Ketojenik diyette kaçınılması gereken gıdalar: Şeker ve şeker içeren her türlü gıda, nişastası yüksek olan kök sebzeler (patates, havuç vb), tahıllar (her türlü pirinç, mısır, ekmek vb), meyveler.
Ketojenik diyette bu uyarılara dikkat!
- Kişide yorgunluk, halsizlik, baş ağrısı ve ağız kokusuna neden olabiliyor.
- Düşük posalı ve yüksek proteinli beslenmek kabızlık sorununa yol açabiliyor.
- Diyet sırasında yetersiz sıvı alımı sonucu vücudun susuz kalması kas krampları ve kalpte ritim bozuklukları gibi birçok yan etkiye neden olabiliyor.
- Meyve ve tahıl grubunun tüketiminin kalkması sonucu vitamin ve mineral kaybı olabiliyor, bağışıklık sistemi zayıflayıp hastalıklara yakalanma sıklığı artabiliyor.
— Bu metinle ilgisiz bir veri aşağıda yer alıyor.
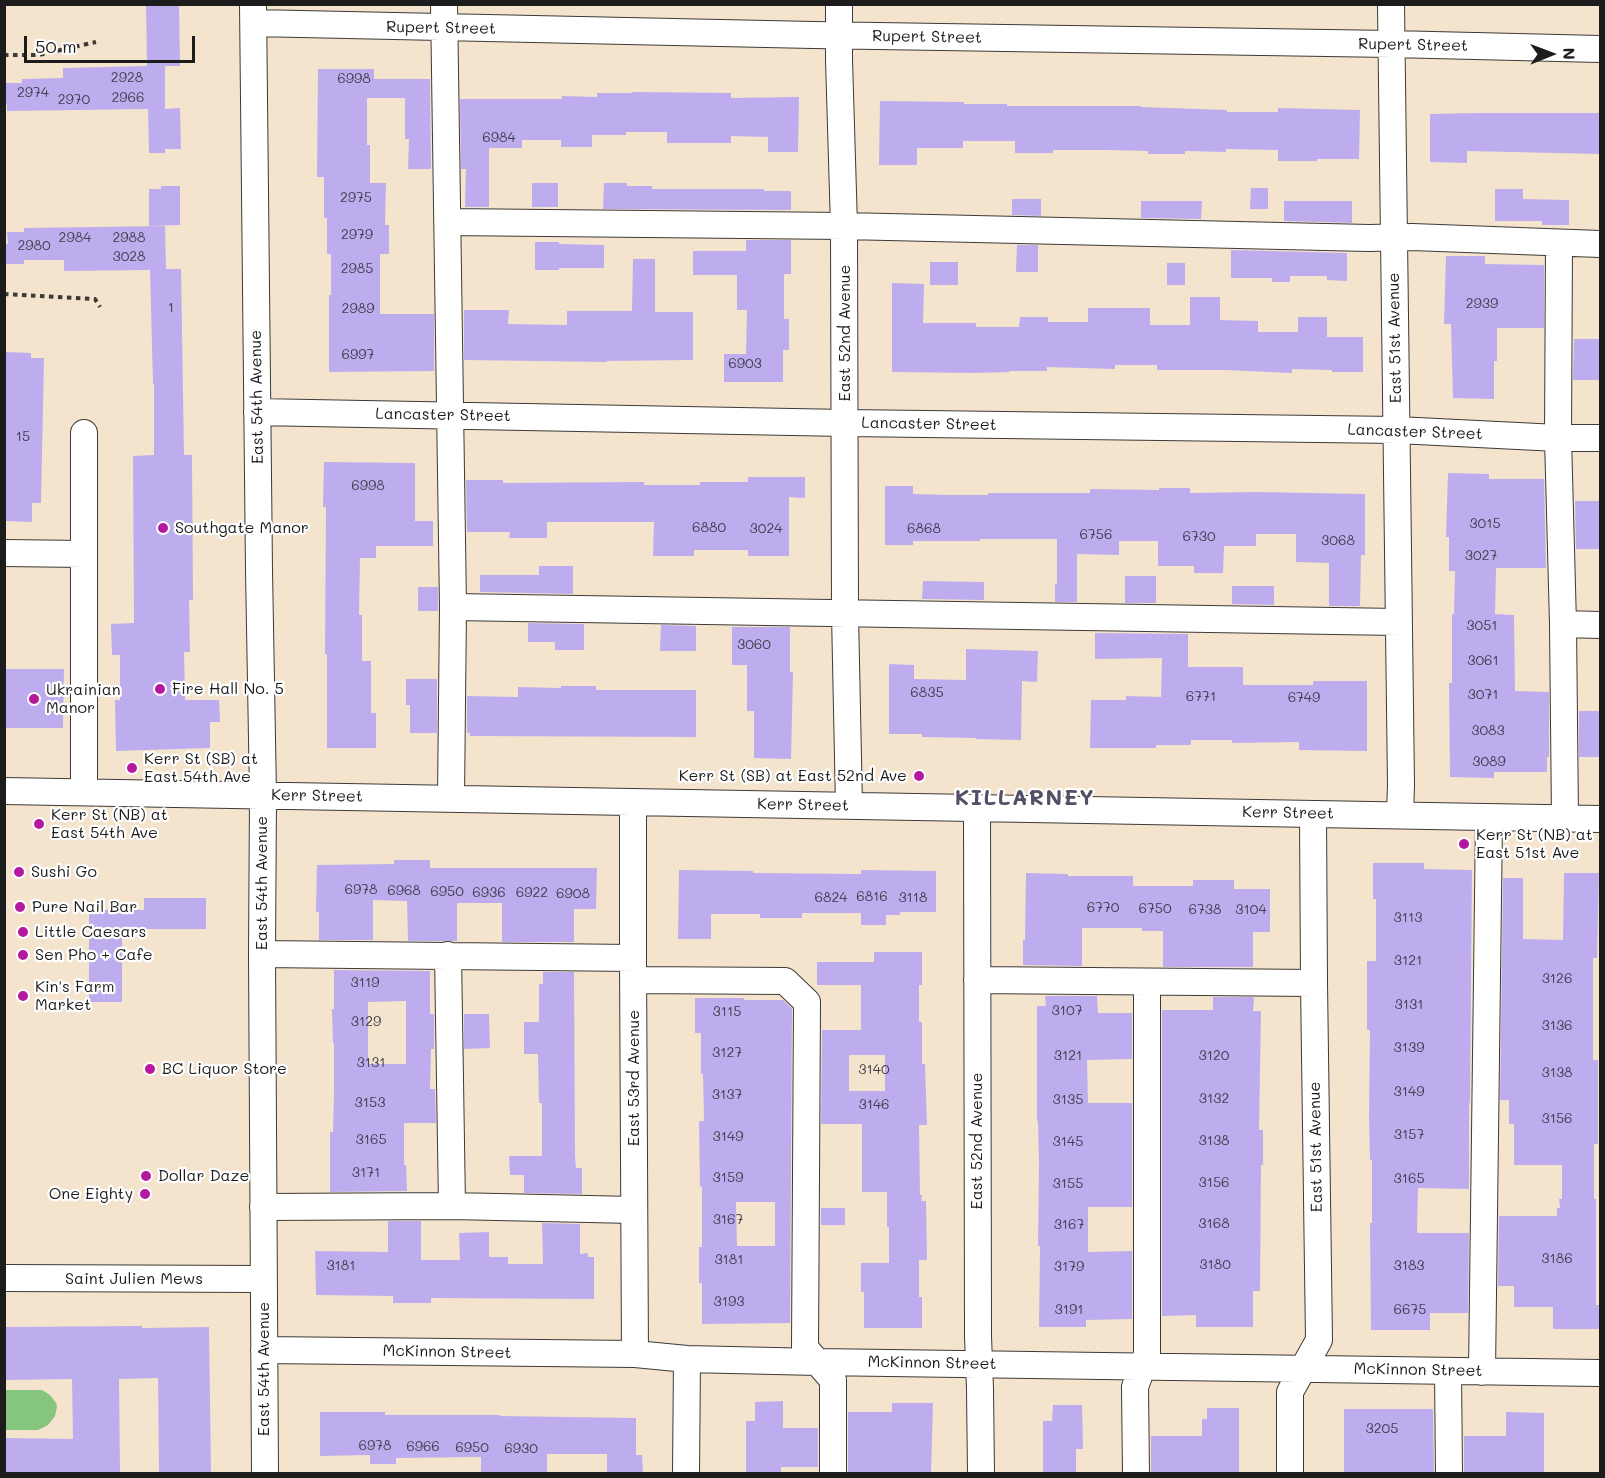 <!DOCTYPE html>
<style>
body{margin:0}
#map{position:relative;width:1605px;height:1478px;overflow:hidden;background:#f5e4cd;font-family:Mali,sans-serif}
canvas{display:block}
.frame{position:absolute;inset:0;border:6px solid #1c1c1c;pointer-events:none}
.north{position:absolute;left:1521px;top:24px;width:60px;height:60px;-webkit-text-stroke:4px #fff;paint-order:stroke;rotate:89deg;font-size:16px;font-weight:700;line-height:24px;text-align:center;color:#1c1c1c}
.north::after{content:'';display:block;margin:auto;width:21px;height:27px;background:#1c1c1c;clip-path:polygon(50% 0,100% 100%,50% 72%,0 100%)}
.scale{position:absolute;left:24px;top:36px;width:171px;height:27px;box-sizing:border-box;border:3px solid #1c1c1c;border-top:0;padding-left:8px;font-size:18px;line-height:21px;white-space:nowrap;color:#1c1c1c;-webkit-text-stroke:4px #fff;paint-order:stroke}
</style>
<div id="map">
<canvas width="1605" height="1478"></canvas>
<div class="frame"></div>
<div class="north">N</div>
<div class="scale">50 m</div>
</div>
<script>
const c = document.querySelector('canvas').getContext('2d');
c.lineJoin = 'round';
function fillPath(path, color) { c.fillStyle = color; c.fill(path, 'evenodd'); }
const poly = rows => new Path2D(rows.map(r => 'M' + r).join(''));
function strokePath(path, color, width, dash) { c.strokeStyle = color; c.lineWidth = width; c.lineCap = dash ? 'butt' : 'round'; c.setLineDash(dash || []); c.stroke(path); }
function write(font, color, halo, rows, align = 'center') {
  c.font = font + ' Mali,sans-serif'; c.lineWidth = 4.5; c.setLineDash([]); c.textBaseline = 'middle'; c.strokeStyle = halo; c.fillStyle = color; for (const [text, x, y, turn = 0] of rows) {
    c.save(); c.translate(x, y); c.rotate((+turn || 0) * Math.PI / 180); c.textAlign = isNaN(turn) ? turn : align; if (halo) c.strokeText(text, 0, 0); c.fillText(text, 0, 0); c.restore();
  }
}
fillPath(poly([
 [4,1390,42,1390,50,1395,56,1403,57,1407,55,1416,48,1425,38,1430,5,1430]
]), '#86c57d');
fillPath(poly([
 [146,4,179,4,180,66,165,66,165,109,180,108,181,149,165,149,165,153,149,153,148,109,7,111,7,104,4,104,4,83,22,83,22,79,63,78,63,68,147,66],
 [318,69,374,69,374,79,430,79,431,169,408,169,409,139,405,139,405,98,367,98,367,145,370,145,370,183,386,183,385,225,389,225,389,254,380,254,380,314,434,314,434,371,329,372,329,295,331,295,331,254,327,254,327,218,324,218,324,177,317,177],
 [632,92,731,93,731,98,799,97,798,152,768,152,768,137,731,136,731,143,667,143,667,132,626,132,626,135,592,135,592,147,561,147,561,140,522,140,522,148,489,148,489,207,465,207,466,169,461,169,460,99,562,99,562,96,597,97,597,93,632,93],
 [880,101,964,102,964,104,1007,104,1007,106,1141,106,1141,107,1227,110,1227,112,1278,112,1278,108,1360,110,1359,159,1317,159,1317,161,1278,161,1278,150,1226,149,1226,152,1185,151,1185,154,1148,154,1148,151,1107,150,1053,150,1053,153,1015,153,1015,141,963,141,963,148,917,148,917,165,879,165],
 [1476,113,1600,113,1600,154,1467,151,1467,163,1430,162,1430,114],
 [532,183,558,183,558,207,532,207],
 [604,183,627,183,627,186,652,186,652,189,764,189,764,191,791,191,791,210,603,209],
 [161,186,180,186,180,225,149,226,149,189,161,189],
 [1251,188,1268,188,1268,209,1250,209],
 [1495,189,1523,189,1523,199,1569,200,1569,225,1542,225,1542,221,1495,221],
 [1012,199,1041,199,1041,216,1012,215],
 [1141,201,1202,201,1201,219,1141,218],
 [1284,201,1352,201,1352,223,1284,221],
 [165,226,166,269,181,269,184,455,192,455,193,600,189,600,190,652,184,652,185,700,219,700,220,722,210,722,210,748,116,751,115,700,120,700,120,655,112,655,111,624,134,623,133,456,154,455,154,384,153,384,150,270,64,271,64,260,24,260,24,264,4,264,4,244,8,244,7,232,24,232,24,228],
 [746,240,791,240,791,274,784,274,784,319,789,319,789,350,783,350,783,382,724,382,724,354,746,354,747,310,737,310,737,275,693,275,693,251,746,251],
 [535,242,559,242,559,244,604,245,604,268,559,268,559,270,535,270],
 [1017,245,1038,245,1038,272,1016,272],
 [1231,250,1347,253,1347,281,1327,280,1327,276,1290,276,1290,282,1272,282,1272,278,1231,278],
 [1446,256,1485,256,1485,264,1544,265,1544,328,1497,328,1497,361,1494,361,1494,399,1453,398,1451,324,1444,324],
 [633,259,655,259,655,312,693,312,693,360,607,361,607,362,464,360,464,310,509,310,508,324,567,325,567,311,632,311],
 [930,262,958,262,958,285,930,285],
 [1167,263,1185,263,1185,285,1167,285],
 [892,283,924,284,923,323,976,323,976,327,1019,327,1020,317,1048,317,1048,322,1088,322,1088,308,1150,308,1150,325,1190,325,1190,297,1220,297,1220,320,1258,321,1258,332,1298,332,1298,317,1327,317,1327,337,1363,337,1363,372,1332,372,1332,370,1292,369,1292,373,1225,370,1157,370,1157,365,1115,365,1115,369,1047,367,1047,371,1009,371,1009,372,976,373,892,372],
 [1574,339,1600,339,1600,380,1573,380],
 [4,352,31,353,31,358,44,358,41,503,32,503,32,522,4,521],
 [324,462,415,463,415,521,433,521,433,546,376,546,376,558,360,558,359,615,362,615,362,661,371,661,371,713,376,713,376,748,327,748,327,654,325,654,326,507,323,507],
 [1448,473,1489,474,1489,479,1544,479,1546,568,1496,568,1495,614,1514,615,1515,691,1549,692,1549,757,1547,757,1547,772,1494,772,1494,778,1450,777,1449,683,1452,683,1452,614,1454,614,1455,571,1449,571,1449,537,1446,537],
 [748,477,805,477,805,498,789,497,789,556,748,556,748,550,694,550,694,556,653,556,654,522,547,522,547,538,509,538,510,532,467,532,466,480,503,480,503,483,644,482,644,485,700,485,700,482,748,482],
 [885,486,913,486,913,494,948,495,988,495,988,493,1090,493,1090,489,1159,490,1159,488,1190,488,1190,493,1256,492,1365,494,1365,555,1361,555,1360,606,1329,606,1329,563,1296,562,1296,534,1256,534,1256,546,1224,546,1223,573,1194,573,1194,566,1158,566,1158,541,1119,541,1119,555,1077,554,1077,602,1055,602,1055,584,1057,584,1057,539,980,539,980,541,913,541,913,545,885,545],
 [1575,501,1600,501,1600,549,1576,549],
 [539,566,573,566,573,594,480,592,480,575,539,575],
 [1125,576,1156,576,1156,603,1125,603],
 [923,581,984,582,984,600,922,599],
 [1232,586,1274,586,1274,605,1232,604],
 [418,587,438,587,438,611,418,611],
 [528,623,584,624,584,650,555,650,555,642,528,642],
 [661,625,696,626,696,651,660,651],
 [732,627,790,627,790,672,793,672,791,759,754,758,754,711,747,711,747,665,732,665],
 [1095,633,1188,634,1188,667,1243,667,1243,685,1313,685,1313,681,1367,681,1367,751,1299,750,1299,742,1232,743,1232,740,1191,740,1191,745,1156,745,1156,748,1090,748,1091,700,1126,700,1126,696,1161,697,1162,658,1095,659],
 [966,649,1038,651,1037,682,1022,681,1021,740,976,739,976,738,922,737,922,734,889,734,889,664,914,665,914,679,966,680],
 [4,669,64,669,63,728,4,728],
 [406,679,437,679,437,733,410,733,410,705,406,705],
 [561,686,596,686,596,690,696,690,696,737,470,736,470,733,467,733,467,696,518,697,518,687,561,688],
 [1579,711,1600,711,1600,757,1579,757],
 [394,860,430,860,430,868,597,868,596,909,574,909,574,942,502,942,502,903,457,903,457,941,408,941,407,901,373,900,373,940,319,940,319,912,316,912,317,865,394,864],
 [1373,863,1424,863,1424,869,1472,870,1470,1103,1469,1103,1469,1189,1418,1188,1417,1233,1469,1233,1468,1313,1430,1313,1430,1330,1371,1330,1370,1223,1372,1223,1372,1160,1370,1160,1369,1117,1370,1030,1367,1030,1367,961,1376,961,1376,899,1373,899],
 [679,870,753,871,753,873,861,874,861,870,936,871,936,912,900,912,900,915,886,915,886,925,861,925,861,913,802,913,802,918,760,918,760,914,711,914,711,939,678,939],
 [1026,873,1068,874,1068,876,1133,876,1133,886,1193,886,1193,880,1234,880,1234,889,1270,889,1270,932,1253,932,1253,967,1163,967,1163,931,1142,931,1142,928,1082,928,1082,966,1023,965,1023,940,1025,940],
 [1564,873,1599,873,1597,958,1593,958,1593,1060,1598,1060,1598,1144,1594,1144,1594,1199,1596,1199,1596,1305,1599,1305,1599,1329,1553,1329,1553,1307,1514,1307,1514,1286,1498,1286,1499,1216,1557,1216,1557,1208,1560,1208,1559,1199,1562,1199,1562,1165,1514,1165,1514,1124,1509,1124,1509,1100,1500,1100,1503,878,1523,878,1523,939,1563,940],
 [144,898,206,898,206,929,122,929,122,1002,89,1002,89,910,144,910],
 [874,952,922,952,922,985,919,985,919,1022,922,1022,922,1064,925,1064,927,1125,919,1125,920,1195,922,1195,921,1201,926,1201,927,1260,919,1260,919,1297,922,1297,922,1328,864,1328,864,1292,861,1292,861,1263,889,1263,889,1227,887,1227,887,1192,862,1192,862,1124,821,1124,822,1030,861,1030,861,985,817,985,817,962,874,962],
 [849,1055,885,1055,885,1091,849,1091],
 [334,970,430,971,430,1014,434,1014,434,1049,431,1049,430,1089,435,1089,436,1123,404,1123,404,1165,406,1165,407,1191,330,1192,330,1132,333,1132,334,1091,334,1043,333,1043,332,1009,334,1009],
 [406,1001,406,1064,369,1064,369,1059,368,1059,368,1002],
 [543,972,574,972,575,1155,576,1168,582,1168,582,1194,524,1193,524,1175,510,1175,509,1156,542,1156,542,1103,539,1103,538,1054,524,1054,524,1022,539,1022,539,984,543,984],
 [1045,996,1097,996,1098,1013,1132,1013,1132,1059,1087,1060,1088,1103,1132,1103,1132,1207,1088,1207,1088,1252,1132,1251,1132,1319,1086,1320,1086,1327,1039,1327,1040,1246,1038,1246,1039,1163,1038,1121,1037,1121,1037,1006,1046,1006],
 [1213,997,1252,997,1254,998,1253,1011,1261,1011,1259,1130,1263,1130,1263,1165,1261,1165,1260,1291,1253,1291,1253,1327,1196,1327,1196,1315,1162,1316,1162,1010,1213,1010],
 [695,998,744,998,744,1000,783,1000,792,1008,790,1323,702,1324,702,1283,699,1283,699,1247,702,1247,702,1186,700,1187,699,1121,704,1121,703,1074,701,1074,701,1033,695,1033],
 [736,1202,775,1202,775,1246,737,1246],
 [464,1014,489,1014,490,1048,464,1049],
 [821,1208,845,1208,845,1225,821,1225],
 [388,1221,421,1221,421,1260,460,1260,459,1233,489,1232,489,1257,508,1257,508,1264,543,1264,542,1223,580,1224,580,1254,588,1253,588,1257,594,1257,594,1299,431,1298,431,1303,393,1303,393,1296,316,1295,315,1251,388,1252],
 [142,1326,142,1328,209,1327,211,1473,159,1473,158,1378,119,1379,120,1473,4,1473,4,1438,73,1439,72,1379,4,1380,4,1327],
 [783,1401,783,1428,818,1428,818,1467,781,1467,781,1473,746,1473,746,1421,755,1421,755,1402],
 [892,1403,933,1403,931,1473,848,1473,848,1412,892,1412],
 [1053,1405,1082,1405,1083,1449,1076,1449,1076,1473,1043,1473,1043,1421,1052,1421],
 [1207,1408,1239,1408,1239,1473,1151,1473,1151,1436,1202,1436,1202,1419,1207,1419],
 [1344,1409,1433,1409,1434,1473,1344,1473],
 [320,1412,385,1412,385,1415,500,1415,500,1416,636,1418,636,1455,642,1455,643,1473,607,1473,607,1454,547,1454,547,1473,481,1473,481,1457,396,1458,396,1464,370,1464,370,1455,320,1456],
 [1506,1412,1544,1413,1544,1473,1464,1473,1464,1436,1506,1436]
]), '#bdadee');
const minor = poly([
 [253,4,259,570,263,795,262,954,265,1474],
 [444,4,453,607,451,798],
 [839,4,839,60,844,226,845,614,849,806],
 [1391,4,1401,785,1400,815],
 [254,23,813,35,1391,44,1600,49],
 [448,222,844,226,1369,238,1412,237,1600,244],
 [1559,244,1558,438,1563,624,1565,818],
 [257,412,846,423,1397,430,1558,438,1600,438],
 [84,433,84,792],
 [4,553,84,554],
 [453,607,1398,622],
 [1563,624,1600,625],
 [4,791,1600,819],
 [633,802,633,958,635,1354],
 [977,808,978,1336,980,1389,981,1474],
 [262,954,633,958],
 [448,955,452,1206],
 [633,980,785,981,807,1002,805,1348,833,1380,833,1474],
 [977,980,1314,983],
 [263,1207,452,1206,634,1210],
 [4,1278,264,1279],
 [264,1350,635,1354,687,1359,818,1362,1600,1373],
 [1448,1371,1449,1474],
 [1482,1372,1489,818],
 [686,1474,687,1359],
 [1136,1474,1135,1387,1147,1354,1147,983],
 [1290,1474,1290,1392,1319,1340,1314,983,1313,814]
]);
strokePath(minor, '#3d3a37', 28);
strokePath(poly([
 [4,55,39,55,96,42],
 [4,294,95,299,100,307]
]), '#3d3a37', 4, [4.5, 4.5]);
strokePath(minor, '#fff', 26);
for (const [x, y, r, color] of [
 [163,528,6,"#b5179e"],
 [160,689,6,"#b5179e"],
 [34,699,6,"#b5179e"],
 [132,768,6,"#b5179e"],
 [919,776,6,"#b5179e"],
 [39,824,6,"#b5179e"],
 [1464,844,6,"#b5179e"],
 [19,872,6,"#b5179e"],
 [20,907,6,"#b5179e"],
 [23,932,6,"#b5179e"],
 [23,955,6,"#b5179e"],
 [23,996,6,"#b5179e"],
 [150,1069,6,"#b5179e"],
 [146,1176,6,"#b5179e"],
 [145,1194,6,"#b5179e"]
]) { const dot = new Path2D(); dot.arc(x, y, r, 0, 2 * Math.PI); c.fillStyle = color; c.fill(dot); strokePath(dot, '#fff', 2); }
write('14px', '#444050', null, [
 ["2928",127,78],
 ["6998",354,79],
 ["2974",33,93],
 ["2966",128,98],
 ["2970",74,100],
 ["6984",499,138],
 ["2975",356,198],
 ["2979",357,235],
 ["2984",75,238],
 ["2988",129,238],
 ["2980",34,246],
 ["3028",129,257],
 ["2985",357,269],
 ["2939",1482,304],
 ["1",171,308],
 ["2989",358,309],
 ["6997",358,355],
 ["6903",745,364],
 ["15",23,437],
 ["6998",368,486],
 ["3015",1485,524],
 ["6880",709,528],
 ["3024",766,529],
 ["6868",924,529],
 ["6756",1096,535],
 ["6730",1199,537],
 ["3068",1338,541],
 ["3027",1481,556],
 ["3051",1482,626],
 ["3060",754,645],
 ["3061",1483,661],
 ["6835",927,693],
 ["3071",1483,695],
 ["6771",1201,697],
 ["6749",1304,698],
 ["3083",1488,731],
 ["3089",1489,762],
 ["6978",361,890],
 ["6968",404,891],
 ["6950",447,892],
 ["6936",489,893],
 ["6922",532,893],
 ["6908",573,894],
 ["6816",872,897],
 ["6824",831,898],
 ["3118",913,898],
 ["6770",1103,908],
 ["6750",1155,909],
 ["6738",1205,910],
 ["3104",1251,910],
 ["3113",1408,918],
 ["3121",1408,961],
 ["3126",1557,979],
 ["3119",365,983],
 ["3131",1409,1005],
 ["3107",1067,1011],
 ["3115",727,1012],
 ["3129",366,1022],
 ["3136",1557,1026],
 ["3139",1409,1048],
 ["3127",727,1053],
 ["3121",1068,1056],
 ["3120",1214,1056],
 ["3131",371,1063],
 ["3140",874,1070],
 ["3138",1557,1073],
 ["3149",1409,1092],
 ["3137",727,1095],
 ["3132",1214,1099],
 ["3135",1068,1100],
 ["3153",370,1103],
 ["3146",874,1105],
 ["3156",1557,1119],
 ["3157",1409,1135],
 ["3149",728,1137],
 ["3165",371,1140],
 ["3138",1214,1141],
 ["3145",1068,1142],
 ["3171",366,1173],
 ["3159",728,1178],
 ["3165",1409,1179],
 ["3156",1214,1183],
 ["3155",1068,1184],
 ["3167",728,1220],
 ["3168",1214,1224],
 ["3167",1069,1225],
 ["3186",1557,1259],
 ["3181",729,1260],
 ["3180",1215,1265],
 ["3181",341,1266],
 ["3183",1409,1266],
 ["3179",1069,1267],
 ["3193",729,1302],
 ["3191",1069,1310],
 ["6675",1410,1310],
 ["3205",1382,1429],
 ["6978",375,1446],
 ["6966",423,1447],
 ["6950",472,1448],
 ["6930",521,1449]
]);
write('16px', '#1c1c1c', '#fff', [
 ["Rupert Street",441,28,1],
 ["Rupert Street",927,37,1],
 ["Rupert Street",1413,45,1],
 ["East 52nd Avenue",845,333,-90],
 ["East 51st Avenue",1395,338,-91],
 ["East 54th Avenue",257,397,-91],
 ["Lancaster Street",443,415,1],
 ["Lancaster Street",929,424,1],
 ["Lancaster Street",1415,432,2],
 ["Kerr Street",317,796,1],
 ["Kerr Street",803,805,1],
 ["Kerr Street",1288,813,1],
 ["East 54th Avenue",262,883,-90],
 ["East 53rd Avenue",634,1078,-90],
 ["East 52nd Avenue",977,1141,-90],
 ["East 51st Avenue",1316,1147,-91],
 ["Saint Julien Mews",134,1279],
 ["McKinnon Street",447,1352,1],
 ["McKinnon Street",932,1363,1],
 ["East 54th Avenue",264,1369,-90],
 ["McKinnon Street",1418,1370,1]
]);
write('16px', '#1c1c1c', '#fff', [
 ["Southgate Manor",175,528],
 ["Fire Hall No. 5",172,689],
 ["Ukrainian",46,690],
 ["Manor",46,708],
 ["Kerr St (SB) at",144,759],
 ["East 54th Ave",144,777],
 ["Kerr St (SB) at East 52nd Ave",907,776,"right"],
 ["Kerr St (NB) at",51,815],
 ["East 54th Ave",51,833],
 ["Kerr St (NB) at",1476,835],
 ["East 51st Ave",1476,853],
 ["Sushi Go",31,872],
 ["Pure Nail Bar",32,907],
 ["Little Caesars",35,932],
 ["Sen Pho + Cafe",35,955],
 ["Kin's Farm",35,987],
 ["Market",35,1005],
 ["BC Liquor Store",162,1069],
 ["Dollar Daze",158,1176],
 ["One Eighty",133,1194,"right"]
], 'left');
c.letterSpacing = '1.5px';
write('bold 22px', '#544f66', '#fff', [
 ["KILLARNEY",1025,798]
]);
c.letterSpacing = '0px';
</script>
- Ketojenik diyetle ilgili yapılan en uzun yapılan çalışmalar 6 aylık olup, uzun dönem ketojenik diyet yapmanın sonuçları hala bilinmiyor. Bazı çalışmalar uzun dönemde böbrek taşı ve safra taşı oluşumuna, ürik asit artışına ve kireçlenme gibi sağlık problemlerinin olabileceğini gösteriyor.
- Ketojenik diyete başlanmadan mutlaka uzmana danışılması gerekiyor. Bu diyetle ilgili bir endokrinolog, beslenme uzmanı, psikolog ve egzersiz fizyoloğu arasında koordineli ekip çalışması önemli.
- Ketojenik diyete başlandıktan sonra klinik ve biyokimyasal bulgular devamlı kontrol edilmeli; düzenli kan ve idrar tahlilleri yaptırılmalı.
- Yaşlılar, çocuklar, hamileler, emzirenler, insülin tedavisi alanlar ve daha önce metabolik bir hastalığı olanlar bu diyetten kaçınmalı.